Kevin was initially diagnosed with Alzheimer's with depression in 2013, but his condition deteriorated as he forgot how to do things such as cook and do the gardening.
"It was New Year's Eve 2019," Sue recalls. "He'd gone out the front door and was pacing up and down in front of the window. Eventually I helped him back inside. Then he attacked me - just went for me. He didn't know who I was a lot of the time. I don't know if he thought I was an intruder or what, but he attacked and injured me.
"They sectioned him. I thought they'd give him something to calm him down and he'd come home, but he never came home after that. He was completely gone by then."
Post-mortem analysis of Kevin's brain showed he was suffering from CTE.
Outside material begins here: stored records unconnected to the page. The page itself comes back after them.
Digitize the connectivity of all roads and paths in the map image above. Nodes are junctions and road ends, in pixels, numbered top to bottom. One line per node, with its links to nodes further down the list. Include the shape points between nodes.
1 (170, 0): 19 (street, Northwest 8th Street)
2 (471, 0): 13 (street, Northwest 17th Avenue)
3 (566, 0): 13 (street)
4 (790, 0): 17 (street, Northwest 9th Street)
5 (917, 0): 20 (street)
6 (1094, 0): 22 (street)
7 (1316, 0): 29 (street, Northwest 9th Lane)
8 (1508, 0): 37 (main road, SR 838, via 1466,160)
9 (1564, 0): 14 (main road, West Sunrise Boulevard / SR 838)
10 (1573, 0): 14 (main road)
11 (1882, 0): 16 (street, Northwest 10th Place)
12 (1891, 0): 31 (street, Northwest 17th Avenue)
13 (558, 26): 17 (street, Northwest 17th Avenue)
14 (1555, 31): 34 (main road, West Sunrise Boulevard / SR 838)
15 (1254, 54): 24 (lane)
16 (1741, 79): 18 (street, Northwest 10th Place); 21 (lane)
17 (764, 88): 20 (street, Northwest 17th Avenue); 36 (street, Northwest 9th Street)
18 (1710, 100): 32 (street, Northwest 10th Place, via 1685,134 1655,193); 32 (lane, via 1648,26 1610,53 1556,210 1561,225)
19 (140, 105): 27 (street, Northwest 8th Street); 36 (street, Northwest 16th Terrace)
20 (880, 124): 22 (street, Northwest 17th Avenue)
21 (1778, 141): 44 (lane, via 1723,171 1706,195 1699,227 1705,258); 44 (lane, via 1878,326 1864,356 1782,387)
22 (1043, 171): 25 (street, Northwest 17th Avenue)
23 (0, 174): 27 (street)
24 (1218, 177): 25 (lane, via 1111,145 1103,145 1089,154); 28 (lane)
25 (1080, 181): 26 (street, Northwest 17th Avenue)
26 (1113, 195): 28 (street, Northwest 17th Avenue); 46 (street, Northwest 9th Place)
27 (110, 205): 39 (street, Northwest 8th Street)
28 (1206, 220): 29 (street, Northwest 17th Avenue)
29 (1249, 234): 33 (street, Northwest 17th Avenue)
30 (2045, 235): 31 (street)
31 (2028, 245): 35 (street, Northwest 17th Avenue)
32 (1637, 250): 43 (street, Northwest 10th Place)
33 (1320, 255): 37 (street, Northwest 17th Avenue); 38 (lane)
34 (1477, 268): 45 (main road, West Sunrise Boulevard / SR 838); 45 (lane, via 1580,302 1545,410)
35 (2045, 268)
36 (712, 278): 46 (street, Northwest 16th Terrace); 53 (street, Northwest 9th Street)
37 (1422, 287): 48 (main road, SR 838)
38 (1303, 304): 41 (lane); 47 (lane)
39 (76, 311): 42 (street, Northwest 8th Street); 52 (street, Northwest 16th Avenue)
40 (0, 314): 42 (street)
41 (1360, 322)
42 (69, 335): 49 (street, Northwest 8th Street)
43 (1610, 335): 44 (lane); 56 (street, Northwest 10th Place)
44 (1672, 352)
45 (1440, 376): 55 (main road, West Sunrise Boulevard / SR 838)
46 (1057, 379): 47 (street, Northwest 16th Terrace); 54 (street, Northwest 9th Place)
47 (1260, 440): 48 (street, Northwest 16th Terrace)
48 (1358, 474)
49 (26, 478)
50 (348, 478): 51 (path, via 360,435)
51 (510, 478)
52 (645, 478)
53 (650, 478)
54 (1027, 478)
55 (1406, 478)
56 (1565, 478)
'Ex-players scared to death of ticking time bomb'
Judith Gates, whose husband Bill retired from football the day before his 30th birthday due to persistent migraines after playing over 200 times for Middlesbrough, set up the Head Safe Football foundation following confirmation of his CTE diagnosis.
"In the last two or three years he could no longer talk, no longer walk, had difficulty swallowing - and so the physical symptoms kicked in alongside the cognitive ones,” Judith says. "You're watching the person that you've loved melt away, and all that made them who they were gradually diminish.
"CTE is brutal. It brings mood issues. Bill went through a time of suicidal ideation, where he begged us to find him a gun. I had to hide every paracetamol in the house."
Earlier this month The Telegraph reported, external that the FA tried to prevent an inquest into the role played by football in Bill's death.
"This is an emotional situation," Judith says. "To hear the FA wishing to disregard our family's desire for the truth to be told about Bill was hurtful."
A spokesperson for the FA told the BBC: "We reiterate our sympathy for the Gates family. Whilst we do not think it is appropriate to comment on an ongoing inquest, our position is that the question of any potential links between football and neurodegenerative disease is clearly a matter of public interest which needs to be handled appropriately and properly."
Judith has found purpose in trying to ensure no other footballers suffer the same fate as Bill. Head Safe Football aims to safeguard players, professional or amateur, from CTE by educating them about ways heading can be reduced in training.
"I'm absolutely certain that it's a ticking time bomb," Judith says. "I spend a fair bit of time with players who are in between playing the game and having demonstrable symptoms. What I'm finding from conversations with them is they are scared to death."
For Professor Stewart, focusing on reducing less crucial contact between head and ball is the key.
"A significant proportion of footballers may be affected by this, if they get to the age where dementia is a problem," he says.
"We sat with some of the families and worked out that some players may head the ball 70,000 times over a 10-15 year career, but only a fraction of those - one or two thousand of them - may have occurred during matches. So, we can get rid of 90% to 95% of head impacts just by keeping heading for the match."
There are rules across England, Scotland and Wales restricting heading in children's games, while different restrictions are in place around training in the English and Scottish professional games.
All three widows want heading reduced, rather than banned, and more education of young players about the dangers of CTE.
A spokesperson for the FA told the BBC: "We continue to take a leading role in reviewing and improving the safety of our game. This includes investing in and supporting multiple projects in order to gain a greater understanding of this area through objective, robust and thorough research.
"We have already taken many proactive steps to review and address potential risk factors which may be associated with football whilst ongoing research continues in this area, including liaising with the international governing bodies."